THE PROBLEM:
The answer should consist of each line from the data below that includes "Windsor".

[Collected data entries]
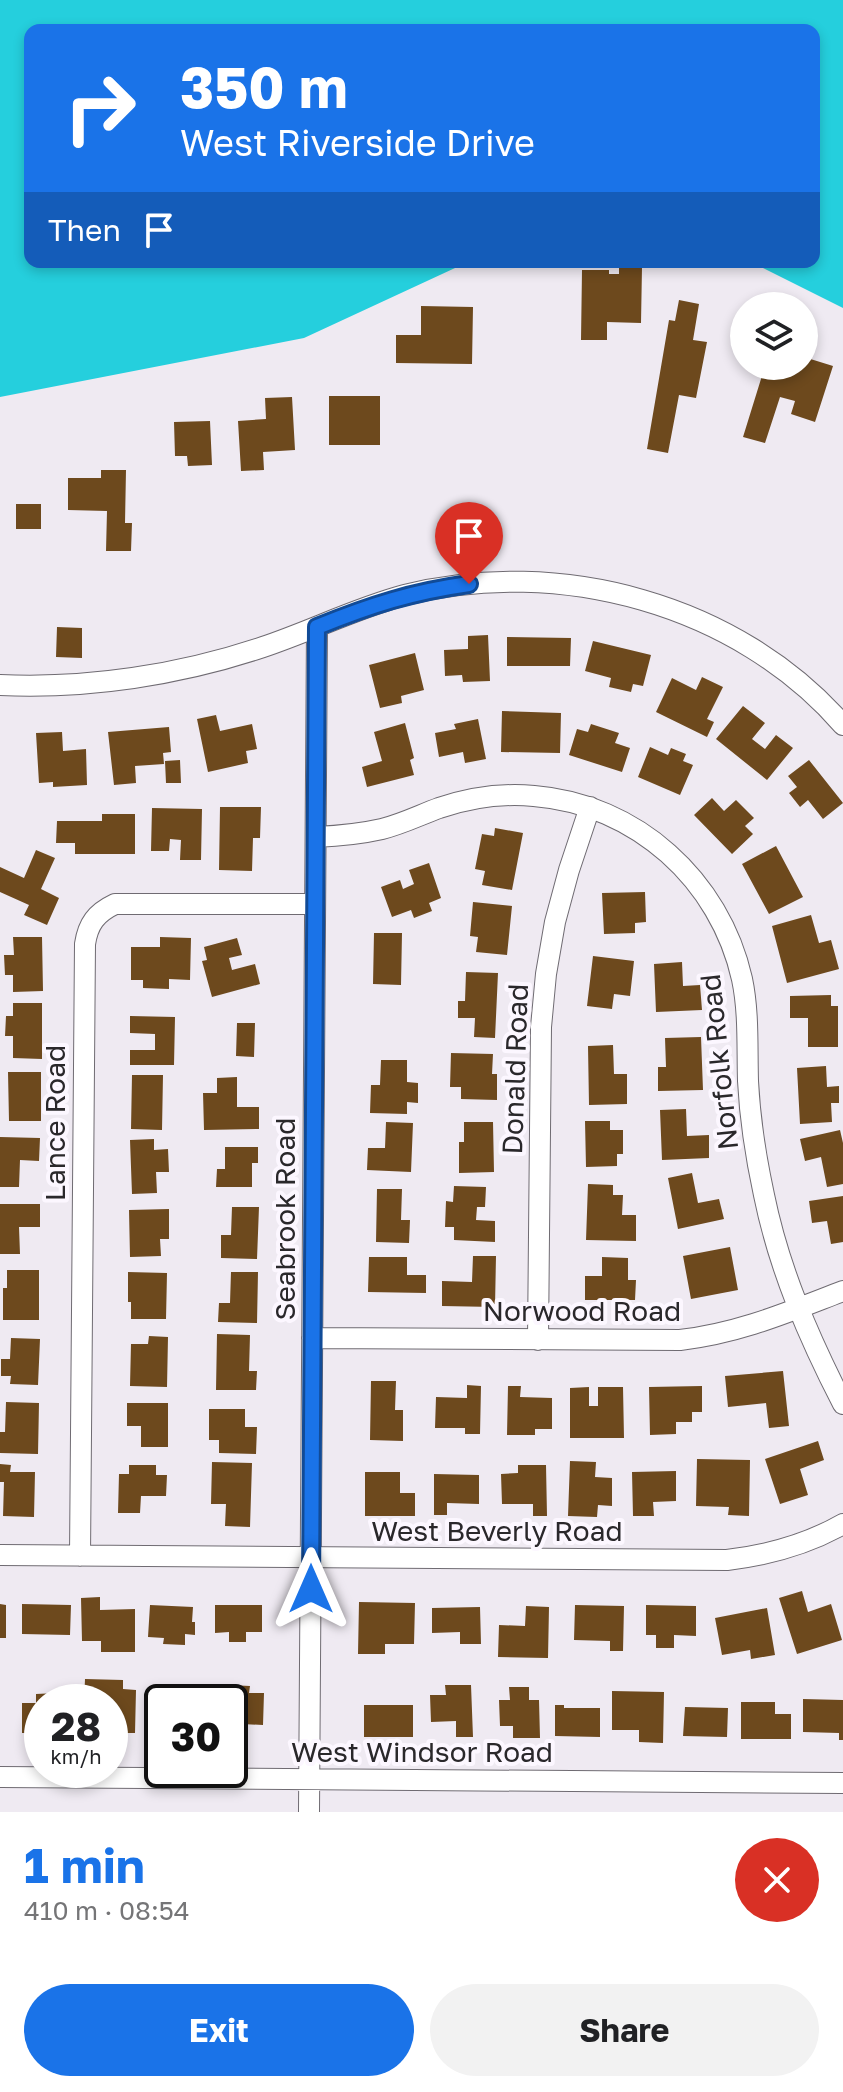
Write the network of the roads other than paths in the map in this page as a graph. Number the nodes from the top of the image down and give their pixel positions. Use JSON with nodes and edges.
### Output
{"nodes":[{"id":1,"x":317,"y":627,"type":"junction"},
{"id":2,"x":0,"y":685,"type":"edge"},
{"id":3,"x":843,"y":725,"type":"edge"},
{"id":4,"x":590,"y":807,"type":"junction"},
{"id":5,"x":316,"y":837,"type":"junction"},
{"id":6,"x":315,"y":904,"type":"junction"},
{"id":7,"x":843,"y":1291,"type":"edge"},
{"id":8,"x":798,"y":1308,"type":"junction"},
{"id":9,"x":312,"y":1338,"type":"junction"},
{"id":10,"x":538,"y":1340,"type":"junction"},
{"id":11,"x":843,"y":1404,"type":"edge"},
{"id":12,"x":843,"y":1524,"type":"edge"},
{"id":13,"x":0,"y":1555,"type":"edge"},
{"id":14,"x":80,"y":1556,"type":"junction"},
{"id":15,"x":311,"y":1558,"type":"junction"},
{"id":16,"x":0,"y":1777,"type":"edge"},
{"id":17,"x":309,"y":1779,"type":"junction"},
{"id":18,"x":843,"y":1783,"type":"edge"},
{"id":19,"x":309,"y":1812,"type":"edge"}],
"edges":[{"from":1,"to":2,"type":"street"},
{"from":1,"to":3,"type":"street"},
{"from":1,"to":5,"type":"street","name":"Seabrook Road"},
{"from":4,"to":5,"type":"street","name":"Norfolk Road"},
{"from":4,"to":8,"type":"street","name":"Norfolk Road"},
{"from":4,"to":10,"type":"street","name":"Donald Road"},
{"from":5,"to":6,"type":"street","name":"Seabrook Road"},
{"from":6,"to":9,"type":"street","name":"Seabrook Road"},
{"from":6,"to":14,"type":"street","name":"Lance Road"},
{"from":7,"to":8,"type":"street","name":"Norwood Road"},
{"from":8,"to":10,"type":"street","name":"Norwood Road"},
{"from":8,"to":11,"type":"street","name":"Norfolk Road"},
{"from":9,"to":10,"type":"street","name":"Norwood Road"},
{"from":9,"to":15,"type":"street","name":"Seabrook Road"},
{"from":12,"to":15,"type":"street","name":"West Beverly Road"},
{"from":13,"to":14,"type":"street","name":"West Beverly Road"},
{"from":14,"to":15,"type":"street","name":"West Beverly Road"},
{"from":15,"to":17,"type":"street","name":"Seabrook Road"},
{"from":16,"to":17,"type":"street","name":"West Windsor Road"},
{"from":17,"to":18,"type":"street","name":"West Windsor Road"},
{"from":17,"to":19,"type":"street","name":"Seabrook Road"}]}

COMPLETED EXERCISE:
{"from":16,"to":17,"type":"street","name":"West Windsor Road"},
{"from":17,"to":18,"type":"street","name":"West Windsor Road"},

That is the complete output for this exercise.